It is frequently argued that between the two of them Peter Jackson is the superior filmmaker, and in many ways they're right: he is. But Weitz's film has a more generous heart owing to the colorful universe that author Philip Pullman paints, he uses daemons to highlight character relationships and gives flesh to his heroine Lyra. A nobody perhaps, but Weitz has sense enough to eschew melodrama and just put a heart at the center of his film. It's been argued that the battles in this movie are bereft of danger. Does that matter? I didn't pay ten dollars to watch that fight anyways, I wanted to see the beginnings of an infinitely inventive, shapeshifting, physics-spanning adventure with an atheist bent. In many ways Philip Pullman himself eschews battlefields (our AntiTolkien), preferring to consolidate psychological and intellectual wars.

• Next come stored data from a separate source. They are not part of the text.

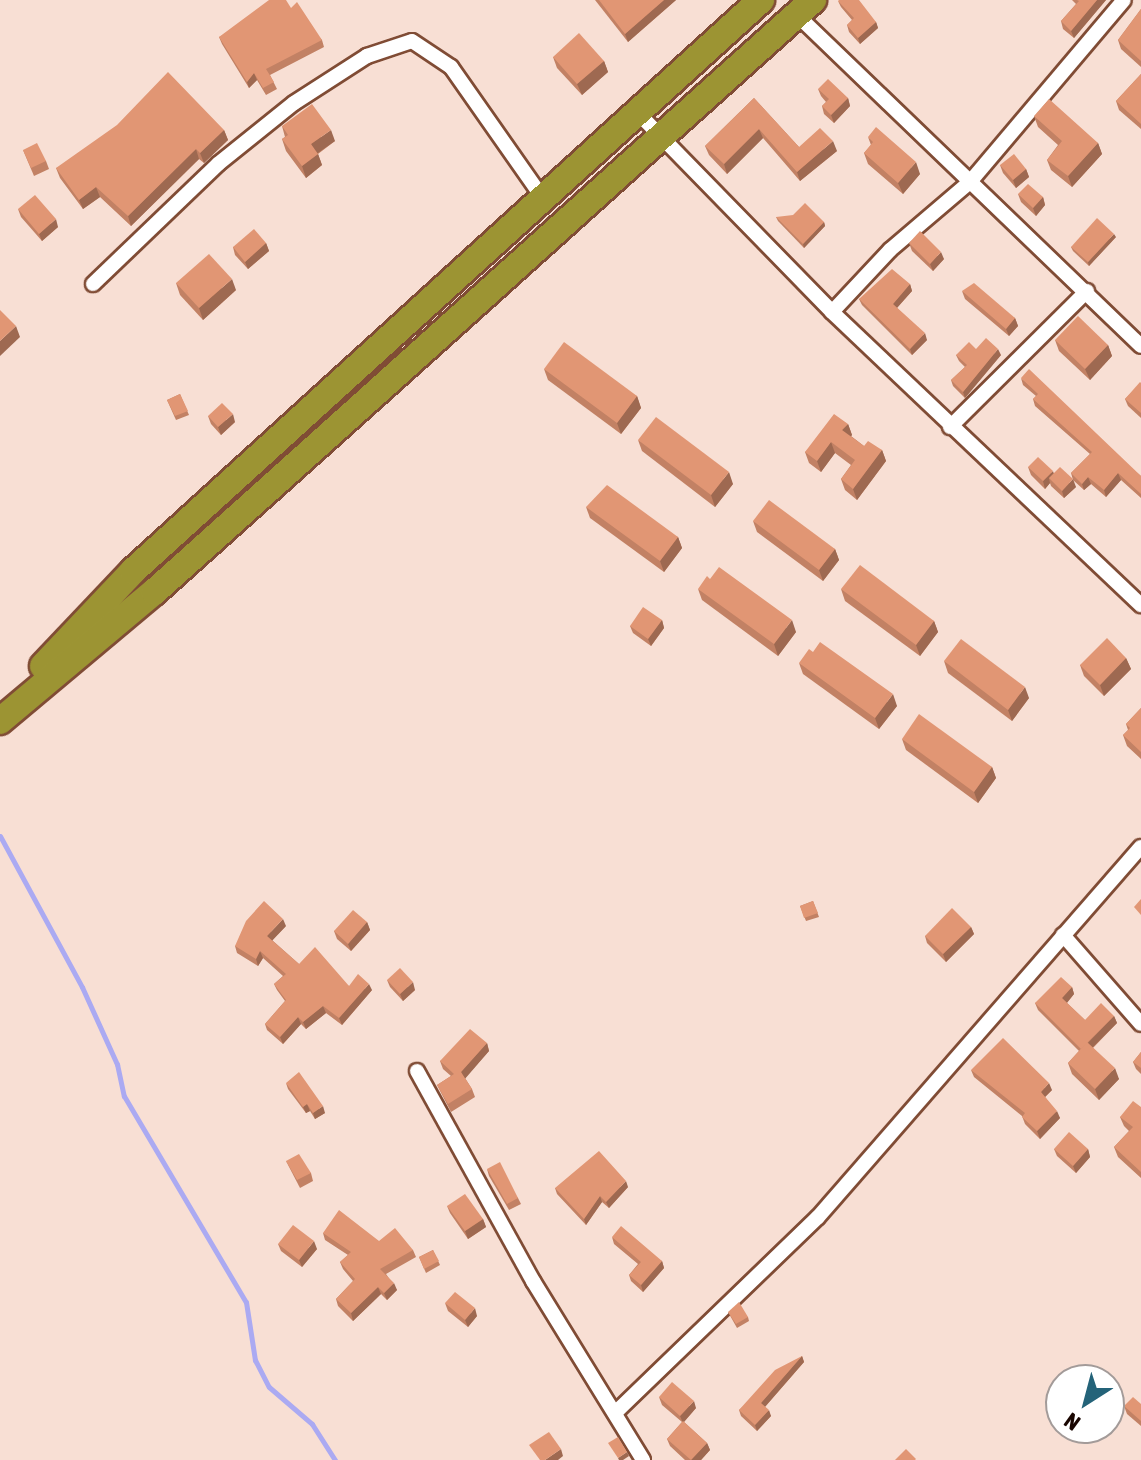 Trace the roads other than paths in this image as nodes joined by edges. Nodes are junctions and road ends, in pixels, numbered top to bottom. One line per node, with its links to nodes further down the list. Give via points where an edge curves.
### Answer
1 (761, 0): 4 (highway)
2 (1124, 0): 6 (street)
3 (805, 8): 5 (highway); 6 (street)
4 (639, 114): 5 (street); 7 (highway)
5 (661, 139): 10 (street); 15 (highway, via 154,592)
6 (970, 182): 9 (street); 10 (street, via 890,250)
7 (545, 201): 8 (street, via 451,67 412,41 367,56 294,103 218,164); 14 (highway, via 133,571)
8 (93, 284)
9 (1087, 291): 11 (street); 12 (street)
10 (832, 312): 12 (street)
11 (1141, 346)
12 (950, 427): 13 (street)
13 (1141, 605)
14 (0, 711)
15 (0, 721)
16 (1141, 847): 17 (street)
17 (1063, 935): 18 (street); 20 (street, via 818,1217)
18 (1141, 1024)
19 (417, 1071): 20 (street, via 533,1281)
20 (615, 1413): 21 (street)
21 (643, 1460)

The director had his hands tied with regards to adapting the book's religious bits, but he promised us that he would try to hint at as many themes as he could. Chris Weitz made good on his promise in the end -- make no mistake, we were right to have faith in him. References to the church are remarkably untouched in this film in spite of the studio's intentions to scissor them out of the movie. But theists shouldn't balk at Philip Pullman's "subversive" atheist message. After all, he attacks the misuse of science as strongly as he attacks the misuse of religion (in his novels it is the combined perversion of church
and science that invites criticism). And his' is a bittersweet story about a girl who stakes her life in the name of friendship, and fights for love and long life. Call this "Luciferian" if you will, I say you're a silly person.
THE CAST
Actress Dakota Blue Richards
is Lyra. It feels as if Weitz's casting directors cut a hole in the fabric of space-time, found Lyra, pulled her into our world through a window in the other universe, dressed her up in trousers and a T-shirt and passed her off as Dakota Blue Richards. Her lack of any acting experience she more than makes up for with, as she puts it, her desire to just "be" Lyra. This is a girl happy to
be Lyra, happy to play make-believe with her Pantalaimon and to befriend armoured bears, and so refreshing in her grasp of the character's tics: she pouts, grimaces, sneers and all. She carries the endearing feminism-lite of His Dark Materials for nearly every single frame of this picture, plus the scenes that were snipped out (3 hours, and then some). And considering that she's mostly acting with make-believe animals in green-screened parking lots, my friend, she makes Natalie Portman look like a fool -- she
buries Hayden Christensen with a spade. This 12-year-old girl makes smoked meat sandwich out of the cast of Harry Potter, makes jellied meat out of Viggo Mortensen and Orlando Bloom, cooks Elijah Wood over a spitting fire, sauces the Pevensie children in a wok. At the very least, Richards' is a far more intimate presence than any of the leads in these competing film franchises, and Weitz's camera brings out this intimacy with close-ups.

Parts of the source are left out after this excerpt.